The storage unit 11, the SNN storage unit 111, the NN storage unit 112, and the buffers 113 are preferably non-volatile recording media, but may also be realized as volatile recording media.

There is no limitation on the process in which information is stored in the storage unit 11 or the like. For example, information may be stored in the storage unit 11 or the like via a recording medium, or information transmitted via a communication line or the like may be stored in the storage unit 11 or the like, or information input via an input device may be stored in the storage unit 11 or the like.

The acceptance unit 12 is preferably realized by a device driver for an input means such as a microphone, a touch panel, or a keyboard, control software for a menu screen, or a wireless or wired communication means, but can also be realized using a broadcast receiving means or the like.

The processing unit 13, the information acquisition unit 131, the frequency conversion unit 132, the signal transmission unit 133, and the learning unit 134 can typically be realized using a processor, a memory, and the like. The processing procedures performed by the processing unit 13 and so on are typically realized using software, and the software is recorded on a recording medium such as a ROM. However, such processing procedures may be realized using hardware (a dedicated circuit). Note that the processor may be a CPU, an MPU, a GPU, or the like, and there is no limitation on the type thereof.

The output unit 14 and the information output unit 135 can be realized using driver software for an output device such as a display or a speaker, or by a driver software for an output device and the output device, or the like. The output unit 14 may be realized using a wireless or wired communication means.

Next, examples of the operation of the signal processing apparatus 1 will be described with reference to the flowchart in FIG. 2.

(Step S201) The acceptance unit 12 judges whether or not a learning instruction has been accepted. If the learning instruction has been accepted, processing proceeds to step S202, and otherwise processing proceeds to step S207.

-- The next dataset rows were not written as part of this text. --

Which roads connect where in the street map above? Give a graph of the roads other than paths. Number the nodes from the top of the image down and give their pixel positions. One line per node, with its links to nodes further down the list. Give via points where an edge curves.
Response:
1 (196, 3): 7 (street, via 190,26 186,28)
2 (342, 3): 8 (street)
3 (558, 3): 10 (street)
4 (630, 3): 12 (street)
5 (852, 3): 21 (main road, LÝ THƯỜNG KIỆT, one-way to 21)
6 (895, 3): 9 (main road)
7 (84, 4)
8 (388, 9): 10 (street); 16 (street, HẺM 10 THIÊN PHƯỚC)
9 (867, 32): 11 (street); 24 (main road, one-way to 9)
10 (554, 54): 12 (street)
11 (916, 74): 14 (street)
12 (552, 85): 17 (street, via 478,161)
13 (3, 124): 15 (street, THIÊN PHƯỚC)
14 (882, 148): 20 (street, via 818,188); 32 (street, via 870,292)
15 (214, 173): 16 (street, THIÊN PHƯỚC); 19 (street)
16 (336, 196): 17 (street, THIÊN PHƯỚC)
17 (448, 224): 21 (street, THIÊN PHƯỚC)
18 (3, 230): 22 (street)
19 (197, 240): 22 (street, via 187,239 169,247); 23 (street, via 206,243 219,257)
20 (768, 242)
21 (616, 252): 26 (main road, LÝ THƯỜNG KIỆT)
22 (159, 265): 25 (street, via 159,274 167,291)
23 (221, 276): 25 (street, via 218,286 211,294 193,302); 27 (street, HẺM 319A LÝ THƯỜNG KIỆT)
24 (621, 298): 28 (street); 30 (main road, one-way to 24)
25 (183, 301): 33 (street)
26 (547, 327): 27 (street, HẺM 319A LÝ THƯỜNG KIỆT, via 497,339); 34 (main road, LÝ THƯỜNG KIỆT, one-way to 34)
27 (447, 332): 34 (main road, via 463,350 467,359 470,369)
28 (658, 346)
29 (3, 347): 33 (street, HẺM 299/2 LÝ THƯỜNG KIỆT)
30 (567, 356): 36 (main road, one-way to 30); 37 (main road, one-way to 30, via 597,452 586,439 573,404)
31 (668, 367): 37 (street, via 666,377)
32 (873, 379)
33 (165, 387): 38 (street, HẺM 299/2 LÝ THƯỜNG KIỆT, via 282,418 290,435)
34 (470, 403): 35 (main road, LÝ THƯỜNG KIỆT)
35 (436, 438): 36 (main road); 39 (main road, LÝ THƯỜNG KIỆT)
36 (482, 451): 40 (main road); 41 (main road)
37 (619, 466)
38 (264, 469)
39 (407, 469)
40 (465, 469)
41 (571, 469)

(Step S202) The acceptance unit 12 judges whether or not a time-series signal for learning processing has been accepted. If a time-series signal has been accepted, processing proceeds to step S203, and otherwise processing proceeds to step S205. Here, for example, it is assumed that the acceptance unit 12 accepts a learning instruction and then sequentially accepts time-series signals.

(Step S203) The processing unit 13 performs image acquisition processing on each of the two or more buffers 113. An example of image acquisition processing will be described with reference to the flowchart in FIG. 3.

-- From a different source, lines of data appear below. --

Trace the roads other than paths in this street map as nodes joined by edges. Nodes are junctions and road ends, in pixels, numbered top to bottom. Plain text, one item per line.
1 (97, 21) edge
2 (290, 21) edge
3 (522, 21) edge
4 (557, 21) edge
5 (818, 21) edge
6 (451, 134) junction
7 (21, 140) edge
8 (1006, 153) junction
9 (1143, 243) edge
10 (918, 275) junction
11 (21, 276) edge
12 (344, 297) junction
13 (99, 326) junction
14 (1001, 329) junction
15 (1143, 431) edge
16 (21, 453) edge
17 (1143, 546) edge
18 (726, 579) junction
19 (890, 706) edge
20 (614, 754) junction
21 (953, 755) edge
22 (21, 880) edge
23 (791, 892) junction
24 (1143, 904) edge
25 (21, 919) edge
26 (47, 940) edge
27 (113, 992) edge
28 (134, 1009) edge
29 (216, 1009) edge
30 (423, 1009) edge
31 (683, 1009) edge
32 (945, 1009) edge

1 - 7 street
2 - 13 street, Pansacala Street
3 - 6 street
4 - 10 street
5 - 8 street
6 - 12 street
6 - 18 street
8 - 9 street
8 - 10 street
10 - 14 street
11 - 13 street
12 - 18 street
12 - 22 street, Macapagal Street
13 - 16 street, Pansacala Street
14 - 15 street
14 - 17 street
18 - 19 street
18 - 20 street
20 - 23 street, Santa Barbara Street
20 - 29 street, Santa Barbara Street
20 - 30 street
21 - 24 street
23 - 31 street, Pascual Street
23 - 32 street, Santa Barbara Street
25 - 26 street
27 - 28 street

(Step S204) The learning unit 134 performs learning processing. Processing returns to step S202. An example of learning processing will be described with reference to the flowchart in FIG. 4.

(Step S205) The processing unit 13 judges whether or not a timeout has occurred. If a timeout has occurred, processing proceeds to step S206, and otherwise processing returns to step S202. Note that, for example, if a predetermined time or more has elapsed after a time-series signal was accepted, the processing unit 13 judges that a timeout has occurred.

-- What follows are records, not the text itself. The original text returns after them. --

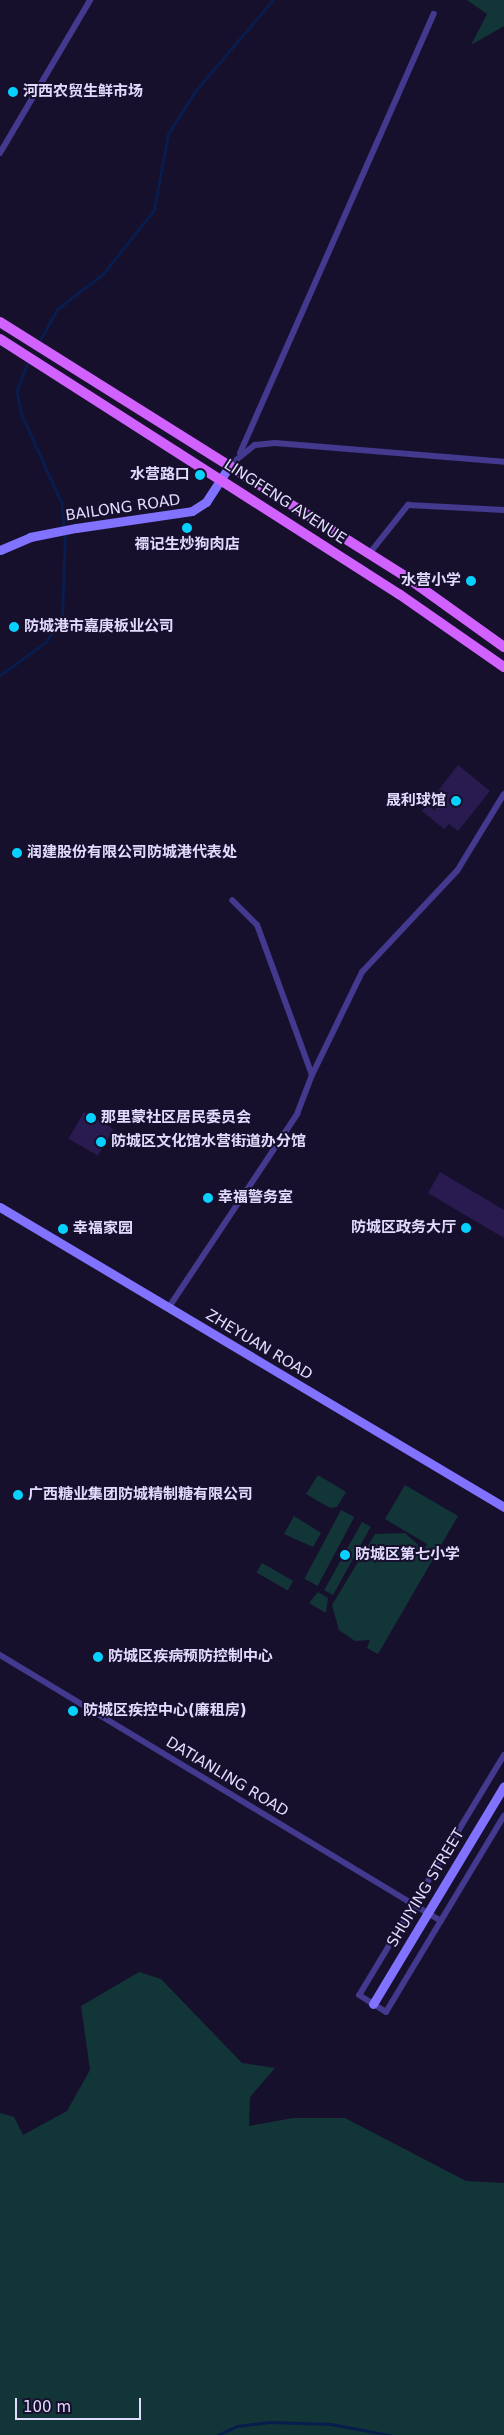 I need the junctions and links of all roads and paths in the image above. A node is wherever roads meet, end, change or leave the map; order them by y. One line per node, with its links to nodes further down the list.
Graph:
1 (90, 0): 3 (street)
2 (434, 14): 6 (street)
3 (0, 153)
4 (0, 322): 8 (main road, LINGFENG AVENUE)
5 (0, 339): 9 (main road, LINGFENG AVENUE)
6 (240, 453): 7 (street); 8 (street)
7 (504, 462)
8 (230, 466): 9 (street, BAILONG ROAD); 12 (main road, LINGFENG AVENUE)
9 (222, 478): 11 (street, BAILONG ROAD); 14 (main road, LINGFENG AVENUE)
10 (504, 510): 12 (street)
11 (0, 550)
12 (369, 554): 13 (main road, LINGFENG AVENUE)
13 (504, 647)
14 (504, 667)
15 (504, 794): 17 (street)
16 (232, 900): 17 (street)
17 (312, 1076): 19 (street)
18 (0, 1207): 19 (street, ZHEYUAN ROAD)
19 (169, 1307): 20 (street, ZHEYUAN ROAD)
20 (504, 1507)
21 (0, 1655): 25 (street, DATIANLING ROAD)
22 (504, 1755): 25 (street)
23 (504, 1786): 26 (street, SHUIYING STREET)
24 (504, 1816): 27 (street)
25 (414, 1904): 26 (street, DATIANLING ROAD); 28 (street)
26 (427, 1913): 27 (street, DATIANLING ROAD); 28 (street, SHUIYING STREET)
27 (441, 1921): 28 (street)
28 (373, 2004)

(Step S206) The learning unit 134 merges the two or more SNNs updated through learning processing to form one NN, and stores the NN in the NN storage unit 112. Processing returns to step S201.

(Step S207) The acceptance unit 12 judges whether or not an output instruction has been accepted. If an output instruction has been accepted, processing proceeds to step S208, and otherwise processing returns to step S201.

(Step S208) The acceptance unit 12 judges whether or not a time-series signal for output information acquisition processing has been accepted. If a time-series signal has been accepted, processing proceeds to step S209, and otherwise processing proceeds to step S213. Here, for example, it is assumed that the acceptance unit 12 accepts an output instruction and then sequentially accepts time-series signals.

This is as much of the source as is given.